── Data for this task ──

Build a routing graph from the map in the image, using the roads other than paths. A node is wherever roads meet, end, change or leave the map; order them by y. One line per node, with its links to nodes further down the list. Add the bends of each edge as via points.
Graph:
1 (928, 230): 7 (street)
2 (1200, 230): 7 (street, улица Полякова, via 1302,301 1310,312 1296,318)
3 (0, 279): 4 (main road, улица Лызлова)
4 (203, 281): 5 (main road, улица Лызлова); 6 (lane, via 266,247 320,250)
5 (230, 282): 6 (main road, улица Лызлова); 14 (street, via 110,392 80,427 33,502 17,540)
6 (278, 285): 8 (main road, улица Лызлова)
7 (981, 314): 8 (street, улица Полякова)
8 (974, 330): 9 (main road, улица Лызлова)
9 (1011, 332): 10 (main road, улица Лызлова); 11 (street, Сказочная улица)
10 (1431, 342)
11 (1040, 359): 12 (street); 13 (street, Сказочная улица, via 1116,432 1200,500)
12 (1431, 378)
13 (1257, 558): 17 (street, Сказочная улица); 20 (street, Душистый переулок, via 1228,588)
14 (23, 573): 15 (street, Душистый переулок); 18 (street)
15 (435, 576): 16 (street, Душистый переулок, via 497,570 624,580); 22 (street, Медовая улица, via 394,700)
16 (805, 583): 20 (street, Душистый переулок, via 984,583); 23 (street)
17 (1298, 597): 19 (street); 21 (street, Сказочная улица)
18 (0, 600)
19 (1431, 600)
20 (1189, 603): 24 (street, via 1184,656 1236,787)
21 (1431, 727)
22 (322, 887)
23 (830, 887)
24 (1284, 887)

───

• **Problem**:
Repeat back the data above, exact to the last character.

• **Exercise solution**:
Build a routing graph from the map in the image, using the roads other than paths. A node is wherever roads meet, end, change or leave the map; order them by y. One line per node, with its links to nodes further down the list. Add the bends of each edge as via points.
Graph:
1 (928, 230): 7 (street)
2 (1200, 230): 7 (street, улица Полякова, via 1302,301 1310,312 1296,318)
3 (0, 279): 4 (main road, улица Лызлова)
4 (203, 281): 5 (main road, улица Лызлова); 6 (lane, via 266,247 320,250)
5 (230, 282): 6 (main road, улица Лызлова); 14 (street, via 110,392 80,427 33,502 17,540)
6 (278, 285): 8 (main road, улица Лызлова)
7 (981, 314): 8 (street, улица Полякова)
8 (974, 330): 9 (main road, улица Лызлова)
9 (1011, 332): 10 (main road, улица Лызлова); 11 (street, Сказочная улица)
10 (1431, 342)
11 (1040, 359): 12 (street); 13 (street, Сказочная улица, via 1116,432 1200,500)
12 (1431, 378)
13 (1257, 558): 17 (street, Сказочная улица); 20 (street, Душистый переулок, via 1228,588)
14 (23, 573): 15 (street, Душистый переулок); 18 (street)
15 (435, 576): 16 (street, Душистый переулок, via 497,570 624,580); 22 (street, Медовая улица, via 394,700)
16 (805, 583): 20 (street, Душистый переулок, via 984,583); 23 (street)
17 (1298, 597): 19 (street); 21 (street, Сказочная улица)
18 (0, 600)
19 (1431, 600)
20 (1189, 603): 24 (street, via 1184,656 1236,787)
21 (1431, 727)
22 (322, 887)
23 (830, 887)
24 (1284, 887)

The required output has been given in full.